AMORAL.MLL.FI.

6 Mayıs 2008 Salı

Çok kadınla evlenmek!

Taha AkyolObjektif

Çok kadınla evlenmek!

TEKBİR teriminin ticari marka olarak kullanılmasına karşı dava açılması muhafazakâr kesimde ciddi yankılanmalara yol açmış ve olumlu karşılanmış.
Davayı açanlardan, İslamiyat dergisi Genel Yayın Yönetmeni Süleyman Bayraktar şunları söylüyor:
- Din adına yapılan yanlış işlere İslami kesimin tepki göstermesi için büyük bir beklenti varmış. Davayı açmamız bu kesimlerde büyük destek gördü. AKP’li bakanlardan da arayıp tebrik edenler oldu.
Bakanların isimlerini de verdi ama yazmıyorum, çünkü bakanların sözleri demeç niteliğinde değil. Şunu söyleyebilirim, İslami konularda ciddi birikimi olan bakanlar da var bu davayı kutlayanlar arasında.
Bayraktar’ın şu sözleri, geleneksel “kol kırılır yen içinde” anlayışı yerine, ‘açık toplum’ kültürünün ürünü olan “toplumsal kontrol” anlayışının geliştiğini gösteriyor:
- Herkes kendi bahçesini temizlesin! Biz bu davayı açarak bu yönde önemli bir adım attık.

Kadın tepkisi

Davayı açan Av. Yakup Erikel de şunları söyledi:
- Ben hemen bütün türban davalarında avukat olarak türbana özgürlüğü savundum; AİHM dahil.

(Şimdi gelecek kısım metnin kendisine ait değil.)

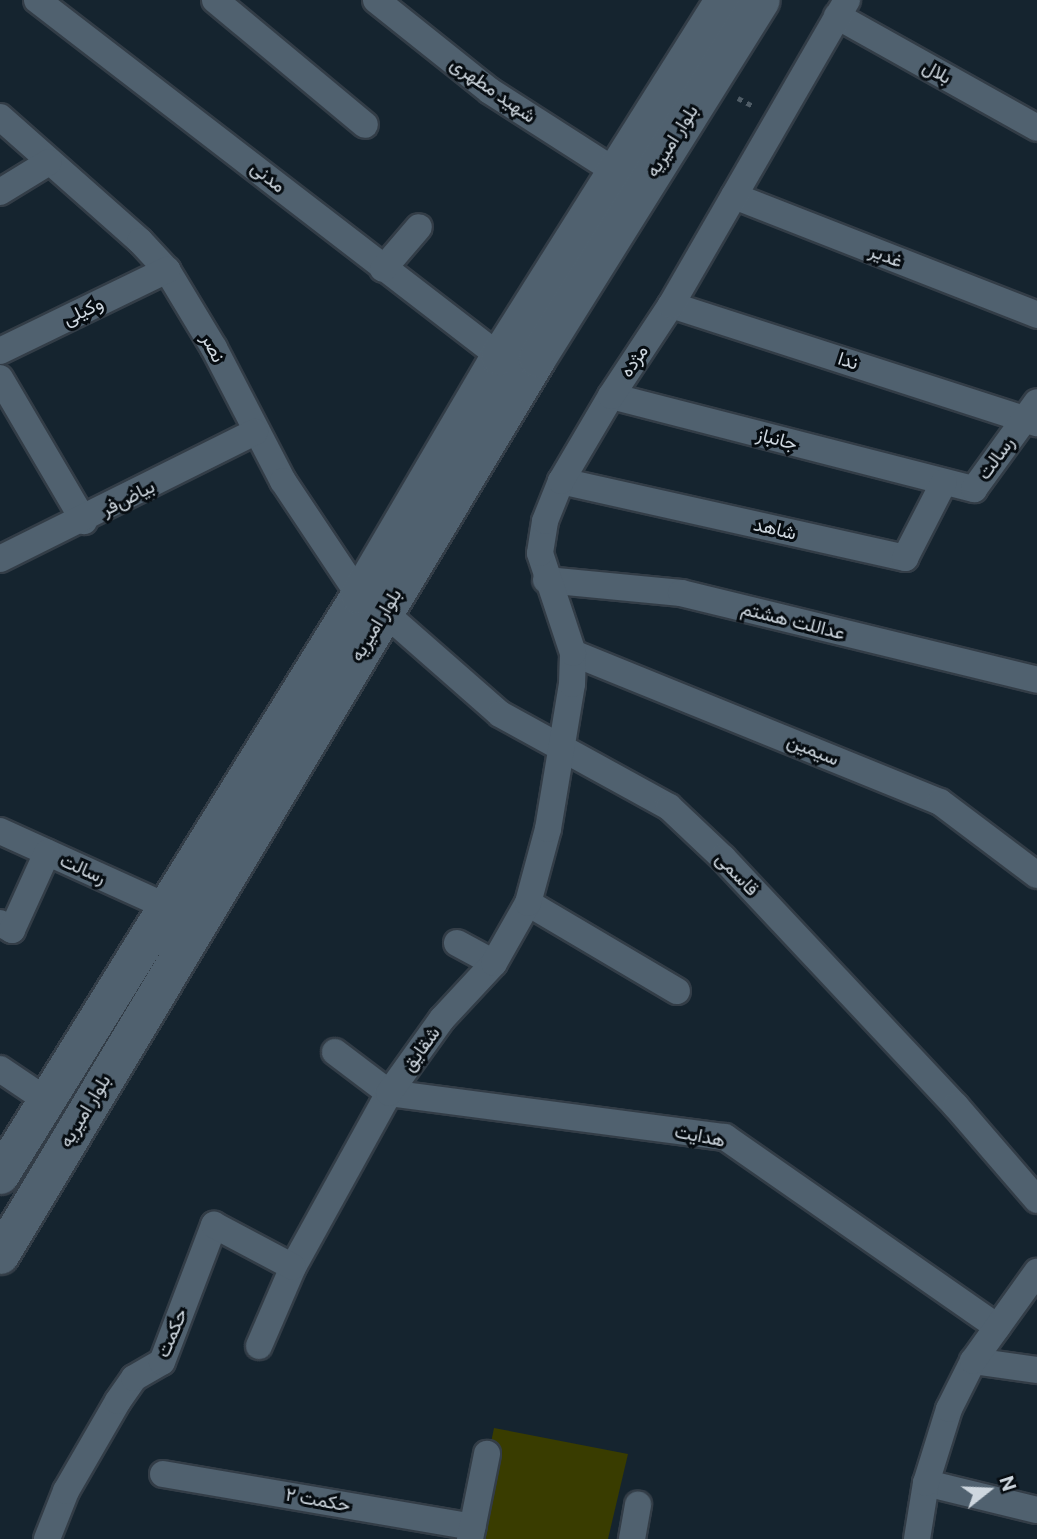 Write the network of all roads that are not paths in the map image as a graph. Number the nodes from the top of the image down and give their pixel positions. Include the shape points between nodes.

Bu görüşte bir insan olarak söylüyorum, o kişinin çok eşliliği öven sözler etmesi, İslami kesimde bilhassa kadınların büyük tepkisini çekti. Açtığımız davaya verilen büyük destekte bunun rolü büyüktür.
Ülkemizde kadın kişiliğinin gelişmesini yansıtan çok güzel örnektir bu tepkiler.
Zaten modernleşme, kadının Batılılar gibi giyinmesine eşitlenemez; asıl modernleşme kadının kendi kişiliğine sahip çıkması ve eşitliğinin bilincine varmasıdır. Modernleşme gardıroba indirgenemez.
Artık “Seni kocaya verdim” denilip kuma olmaya gönderilmeyi çaresiz kabullenen kadın tipi çok şükür geçmişte kalıyor. Geçmişte bile marjinaldi; 16. yüzyılda bile Osmanlı toplumunda yüzde 3 civarındaydı çok eşli evlenmeler.
Böyle marjinal oranlarda kaldığı halde, Osmanlı hukuk tarihi, evlenmenin mahalle nikâhı olmaktan çıkarılıp devletin hukuki işlemi haline getirilmesi, çok eşliliğin ve erken evlendirmelerin sınırlandırılmasının tarihidir.
Medeni Kanun, bu gelişmenin zirvesidir.
Medeni nikâh, Prof. Hayrettin Karaman’ın gösterdiği gibi, dinen de geçerlidir.

Medeni nikâh

Kuran’da Müslüman erkeklerin Hıristiyan ve Yahudi kızlarla evlenmesi açıkça serbesttir ama Hz. Ömer bunu yasaklamıştır; “Müslüman kadınlar kocasız kalıyor” gibi tamamen dünyevi ve sosyal bir gerekçeyle hem de! Bu, çağlara göre değişen sosyal ihtiyaçların ve kamu düzeninin İslami bakımdan da ne kadar önemli ve geçerli olduğuna bir örnektir.
Aynı “içtihat” geleneğine dayanarak, Darülfünun’da İslam hukuku müderrisi Mansurizade Said Bey, çok eşliliğin ve küçük yaşta evlenmenin kanunla yasaklanabileceğini, bunun sadece hukuki açıdan değil, İslami bakımdan da geçerli ve bağlayıcı olacağını göstermişti zaten.
Çağımızda, “Erkeklerin metres tutmasını önlüyor” gibi erkek-egemen ve ‘cinselci’ kurgularla... Veya “Çok eşliliğe izin var ama tavsiye edilmez” gibi gevşek tavırlarla çok eşliliğe tolerans göstermek yanlıştır.
“Tekbir” markası tüccarının “Üç karım var kime ne?” sözüne karşı İslami kesimde kadınların gösterdiği tepki, hem medeni hukuk bakımından, hem İslamın amacı olan “iyi ahlakı tamamlamak” bakımından alkışlanacak bir tavırdır.